LAMP is a new diagnostic method which is quite simple, requiring only a conventional water bath or heat block for incubation under isothermal conditions. Another useful feature of LAMP is that its products can be observed directly by naked eye, because a white precipitate of magnesium pyrophosphate forms in the reaction tube (Mori et al., 2001). Adding SYBR Green I to LAMP reactions can increase the ease and sensitivity of detection by the naked eye (Iwamoto et al., 2003).

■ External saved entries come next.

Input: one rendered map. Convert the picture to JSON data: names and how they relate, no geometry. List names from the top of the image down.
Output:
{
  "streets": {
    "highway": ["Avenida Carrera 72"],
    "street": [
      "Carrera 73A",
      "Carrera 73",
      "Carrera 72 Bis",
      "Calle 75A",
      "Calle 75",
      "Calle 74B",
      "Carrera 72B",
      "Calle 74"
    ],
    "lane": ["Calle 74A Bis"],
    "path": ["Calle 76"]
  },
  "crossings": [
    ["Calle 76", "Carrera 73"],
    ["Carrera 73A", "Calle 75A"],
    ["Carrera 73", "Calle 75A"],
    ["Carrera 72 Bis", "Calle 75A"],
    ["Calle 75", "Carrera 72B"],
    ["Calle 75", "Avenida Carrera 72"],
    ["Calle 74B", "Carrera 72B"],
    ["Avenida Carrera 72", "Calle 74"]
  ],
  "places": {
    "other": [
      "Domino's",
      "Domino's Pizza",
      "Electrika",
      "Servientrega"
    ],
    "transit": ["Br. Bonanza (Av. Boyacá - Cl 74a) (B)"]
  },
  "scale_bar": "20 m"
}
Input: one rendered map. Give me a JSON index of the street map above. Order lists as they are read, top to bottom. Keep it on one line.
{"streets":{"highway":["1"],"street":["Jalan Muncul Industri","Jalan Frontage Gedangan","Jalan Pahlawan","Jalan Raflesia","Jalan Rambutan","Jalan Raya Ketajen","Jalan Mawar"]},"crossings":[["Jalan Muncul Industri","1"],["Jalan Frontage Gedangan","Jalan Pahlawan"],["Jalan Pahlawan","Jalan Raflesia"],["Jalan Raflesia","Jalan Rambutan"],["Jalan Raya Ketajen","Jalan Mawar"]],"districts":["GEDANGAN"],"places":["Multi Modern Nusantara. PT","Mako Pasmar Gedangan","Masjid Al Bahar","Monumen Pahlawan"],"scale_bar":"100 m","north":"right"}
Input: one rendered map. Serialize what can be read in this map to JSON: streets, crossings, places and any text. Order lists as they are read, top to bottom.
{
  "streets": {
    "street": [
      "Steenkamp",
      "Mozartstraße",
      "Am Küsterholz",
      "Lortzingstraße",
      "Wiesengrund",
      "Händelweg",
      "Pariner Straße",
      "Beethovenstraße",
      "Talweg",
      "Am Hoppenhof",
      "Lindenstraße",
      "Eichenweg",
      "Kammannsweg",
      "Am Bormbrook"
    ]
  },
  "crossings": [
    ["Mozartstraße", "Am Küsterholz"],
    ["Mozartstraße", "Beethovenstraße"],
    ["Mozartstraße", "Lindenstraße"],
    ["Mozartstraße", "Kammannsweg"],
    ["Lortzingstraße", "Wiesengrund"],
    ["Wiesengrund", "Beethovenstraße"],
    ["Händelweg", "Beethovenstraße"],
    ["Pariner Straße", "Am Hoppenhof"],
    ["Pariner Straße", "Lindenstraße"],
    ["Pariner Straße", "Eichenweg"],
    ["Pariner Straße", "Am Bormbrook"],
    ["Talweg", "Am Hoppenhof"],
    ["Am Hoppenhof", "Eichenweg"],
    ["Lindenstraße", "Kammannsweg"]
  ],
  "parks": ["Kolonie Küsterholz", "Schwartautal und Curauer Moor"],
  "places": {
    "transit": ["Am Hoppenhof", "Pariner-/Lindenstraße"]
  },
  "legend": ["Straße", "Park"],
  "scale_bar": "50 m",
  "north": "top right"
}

The greater sensitivity of LAMP (as compared to PCR) for detecting PPV detection accords with the sensitivity reported for LAMP methods used to detect Japanese encephalitis virus, mumps virus and West Nile virus (Parida et al., 2006, Parida et al., 2004, Okafuji et al., 2005). The lack of cross reaction observed with CPV, B19V, PCV1, PCV2, PRV and host-derived DNA indicates that PPV LAMP system may be specific in addition to high sensitivity. In the present study, the optimal tissues for PPV LAMP are probably the blood, lymph node, lung, kidney, heart, duodenum and jejunum because these gave a 100% detection rate in LAMP assay. Furthermore, blood is the preferable sample during the early stage of infection, which may have a higher predictive value of detecting PPV infection during disease surveillance screening.

LAMP is a simple and timesaving procedure, allowing results to be obtained within 1 h, whereas PCR method typically requires 2–4 h. Compared with PCR, LAMP method appears to be a fast and sensitive tool for the clinical diagnosis of PPV infection. Nonetheless, the reliability of this assay should be further evaluated by large-scale investigation.